Table 6-1 Causes of exudative posterior pharyngitis
Pathogen | Probability (%) |
---|---|
Viral | 50–80 |
Streptococcal | 5–36 |
Epstein-Barr virus | 1–10 |
Chlamydia pneumoniae | 2–5 |
Mycoplasma pneumoniae | 2–5 |
Neisseria gonorrhoeae | 1–2 |
Haemophilus influenzae type b | 1–2 |
Candidiasis | <1 |
Diphtheria | <1 |
(Data from Ebell M, et al: Does this patient have strep throat? JAMA 284:2912–2918, 2000.)
44 What are the clinical features of viral upper respiratory tract infections?
Pharyngeal vesicles and ulcers. These are so typical as to argue against group A streptococci being the cause of the patient’s sore throat (see herpangina, questions 87 and 89).
45 What are the clinical features of group A beta-hemolytic streptococcal infection?

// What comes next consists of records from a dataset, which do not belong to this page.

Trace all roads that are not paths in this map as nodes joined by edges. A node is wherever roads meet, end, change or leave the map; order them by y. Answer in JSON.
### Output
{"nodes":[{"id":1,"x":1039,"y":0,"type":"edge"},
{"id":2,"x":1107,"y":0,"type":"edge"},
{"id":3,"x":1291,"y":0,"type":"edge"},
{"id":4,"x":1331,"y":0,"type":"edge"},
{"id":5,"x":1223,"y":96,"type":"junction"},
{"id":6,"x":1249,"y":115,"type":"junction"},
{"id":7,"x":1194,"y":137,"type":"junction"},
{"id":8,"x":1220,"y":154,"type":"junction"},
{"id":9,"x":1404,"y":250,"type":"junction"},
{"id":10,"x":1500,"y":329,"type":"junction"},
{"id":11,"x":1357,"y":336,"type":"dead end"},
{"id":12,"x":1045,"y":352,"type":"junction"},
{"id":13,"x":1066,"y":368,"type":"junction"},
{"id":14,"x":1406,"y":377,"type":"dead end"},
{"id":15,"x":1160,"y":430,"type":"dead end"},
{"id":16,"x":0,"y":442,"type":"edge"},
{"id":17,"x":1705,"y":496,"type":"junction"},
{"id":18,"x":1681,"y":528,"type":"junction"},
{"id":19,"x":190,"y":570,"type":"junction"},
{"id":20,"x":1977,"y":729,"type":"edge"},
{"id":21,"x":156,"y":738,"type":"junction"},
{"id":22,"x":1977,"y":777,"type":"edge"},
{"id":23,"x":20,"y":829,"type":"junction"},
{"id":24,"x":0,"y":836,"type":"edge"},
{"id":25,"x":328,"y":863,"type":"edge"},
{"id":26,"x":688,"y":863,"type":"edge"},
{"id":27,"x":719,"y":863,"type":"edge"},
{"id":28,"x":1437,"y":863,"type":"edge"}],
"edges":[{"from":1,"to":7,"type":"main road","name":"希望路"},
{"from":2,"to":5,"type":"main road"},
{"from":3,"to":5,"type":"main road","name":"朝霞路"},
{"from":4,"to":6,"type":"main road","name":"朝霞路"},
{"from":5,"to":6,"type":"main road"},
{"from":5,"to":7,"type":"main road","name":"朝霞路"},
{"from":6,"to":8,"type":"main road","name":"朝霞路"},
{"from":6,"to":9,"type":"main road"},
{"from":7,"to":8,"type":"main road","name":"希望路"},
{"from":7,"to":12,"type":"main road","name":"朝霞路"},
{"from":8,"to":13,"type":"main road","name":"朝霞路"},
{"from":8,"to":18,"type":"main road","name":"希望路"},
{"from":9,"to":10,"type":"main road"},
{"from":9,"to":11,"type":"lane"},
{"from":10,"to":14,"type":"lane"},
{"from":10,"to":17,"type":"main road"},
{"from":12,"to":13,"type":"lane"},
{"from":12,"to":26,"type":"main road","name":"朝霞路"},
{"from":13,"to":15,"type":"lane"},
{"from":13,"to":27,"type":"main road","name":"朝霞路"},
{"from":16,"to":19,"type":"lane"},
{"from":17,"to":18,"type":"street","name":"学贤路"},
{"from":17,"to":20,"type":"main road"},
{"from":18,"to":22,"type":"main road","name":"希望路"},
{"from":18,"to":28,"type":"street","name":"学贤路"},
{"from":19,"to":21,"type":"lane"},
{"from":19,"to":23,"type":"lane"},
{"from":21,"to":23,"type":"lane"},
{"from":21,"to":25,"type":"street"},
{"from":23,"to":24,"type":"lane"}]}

Marked and diffuse pharyngeal swelling and redness, with coating of lymphoid tissue by a punctuated or confluent gray exudate. This eventually causes whitish tonsillar spots (follicles), thus giving the disease its name of follicular tonsillitis. Even though the beefy red color of the pharynx typically ends at the soft palate with just a few scattered petechiae, there are often erythema and swelling of the surrounding structures (faucial pillars, uvula, and base of the tongue). Cough and rhinorrhea are usually minimal, but high fever, chills, and mild nausea can be present. Enlarged (and tender) jugulodigastric and anterior cervical lymph nodes are typically palpable, especially at the angle of the jaw. This is particularly true in the early phase of the disease. Throat pain is persistent, often radiating to the ear upon swallowing. In fact, mouth opening is painful and at times difficult. Tongue coating and halitosis can occur too. Local suppurative complications include peritonsillar abscess (<1% of patients treated with antibiotics), retropharyngeal abscess, suppurative cervical lymphadenitis, otitis media, sinusitis, and mastoiditis. More serious complications (such as meningitis, pneumonia, bacteremia, rheumatic fever, and scarlatina) are instead less common.